Detecting credit card and other fraud (e.g. online banking) using a number of mathematical models to build a 'fraud scoring' output is well established. One gap in the existing solutions is that the existing fraud scoring models rely on the data collected as part of the transaction only, and do not rely on real or near-real time 'out of band' data on the account holder at the time of the transaction/authentication/scoring.

    For example, when a credit card processor or online bank attempts to use a mathematical model to flag likely fraudulent activity, they may use some of the following information:
1. mathematical models based on account activity (previous purchase amounts, purchase retailers, account address)
2. mathematical models based on data supplied to a retailer (email address, IP address of requesting internet browser, delivery address, purchase amounts, type of goods, length of standing of account)
3. mathematical models based on other activity across multiple retailers (purchasing patterns across multiple retailers)

    By including 'out-of-band' data from the activity of the account holder such as current mobile phone location in the 'fraud scoring' process, the accuracy of the fraud scoring process can be improved.

    The approach proposed here uses 'out-of-band' data from the activity of a given transaction (such as an in person credit card purchase or online banking transaction) and add this to the existing fraud scoring mathematical models for determining a new fraud scoring model.

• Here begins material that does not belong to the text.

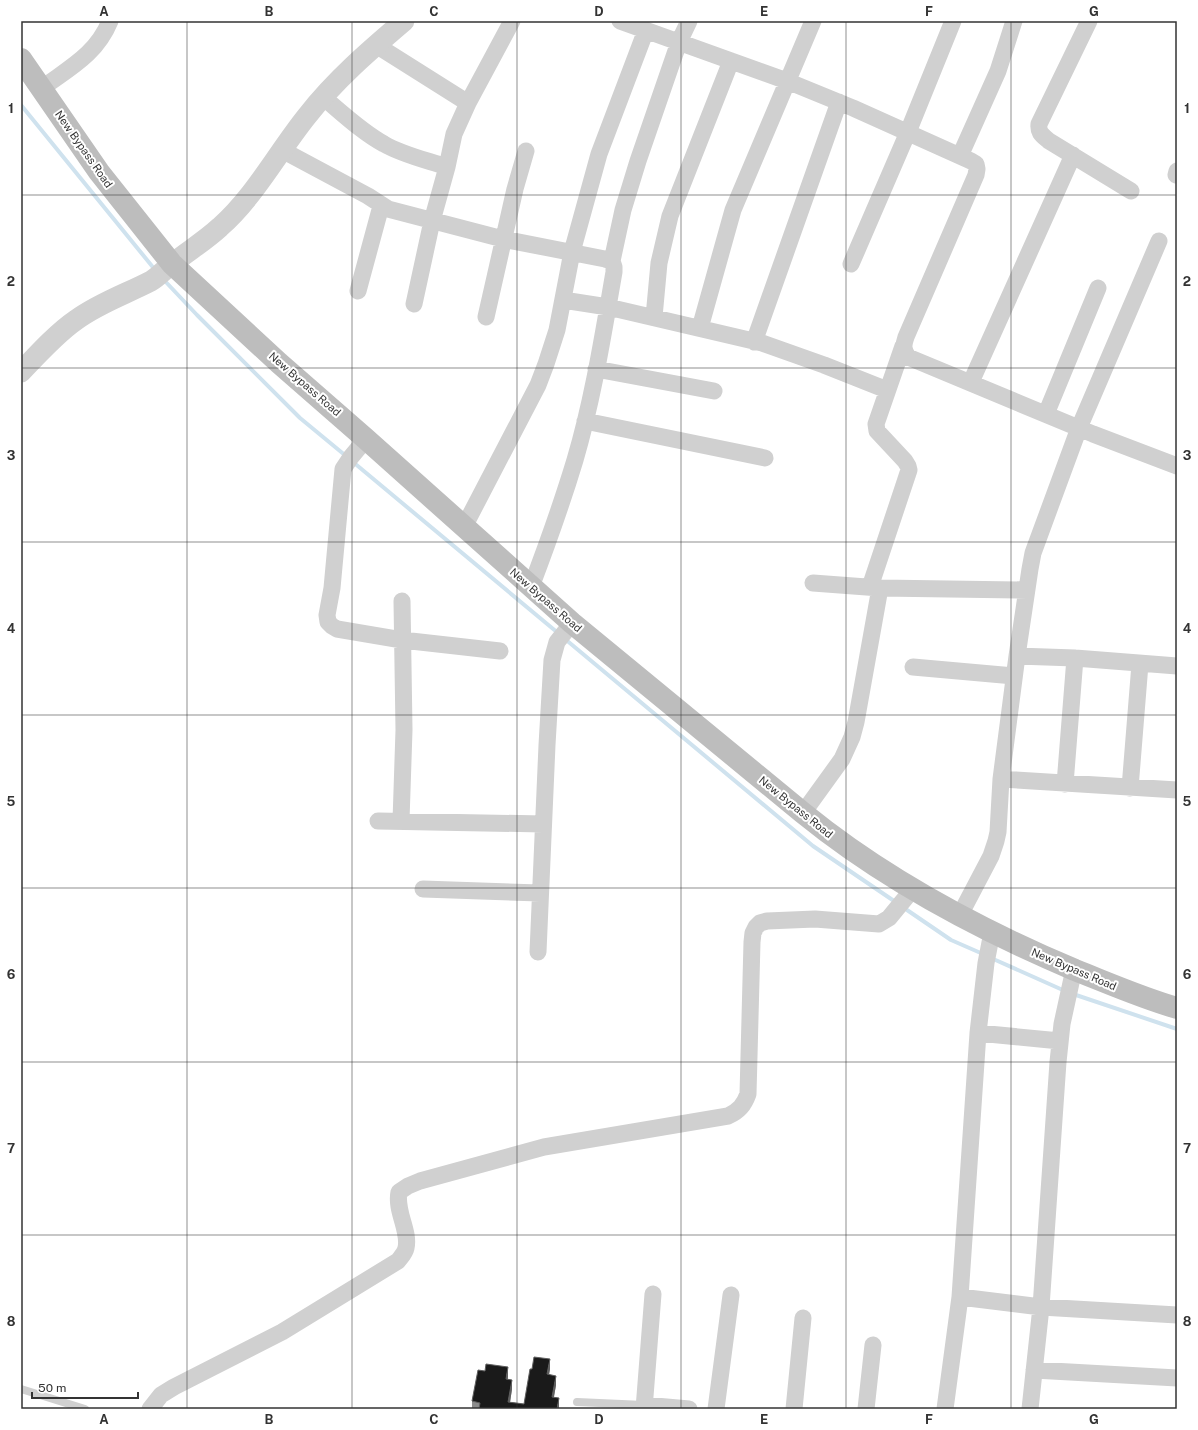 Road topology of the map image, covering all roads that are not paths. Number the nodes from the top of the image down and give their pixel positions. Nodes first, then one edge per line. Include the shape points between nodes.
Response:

  This 'out-of-band' data could include, but is not limited to the location of the account holder's mobile telephone using GSM location techniques at time of transaction the last journey on the account holder's electronic public transport pass the last telephone number for which a telephone call of the account holder's mobile has been made to the last time and location of the use of a corporate security keycard or instant messaging system the time and physical location where an account holder has logged onto a roaming telephone system such as a 'hot-desk' environment or a VoIP softphone requiring authentication

The advantage of using such 'out-of-band' data is that: the authentication of an account holder can be inferred from the authentication of the same indivdual inherent in other systems (such as requiring a PIN number...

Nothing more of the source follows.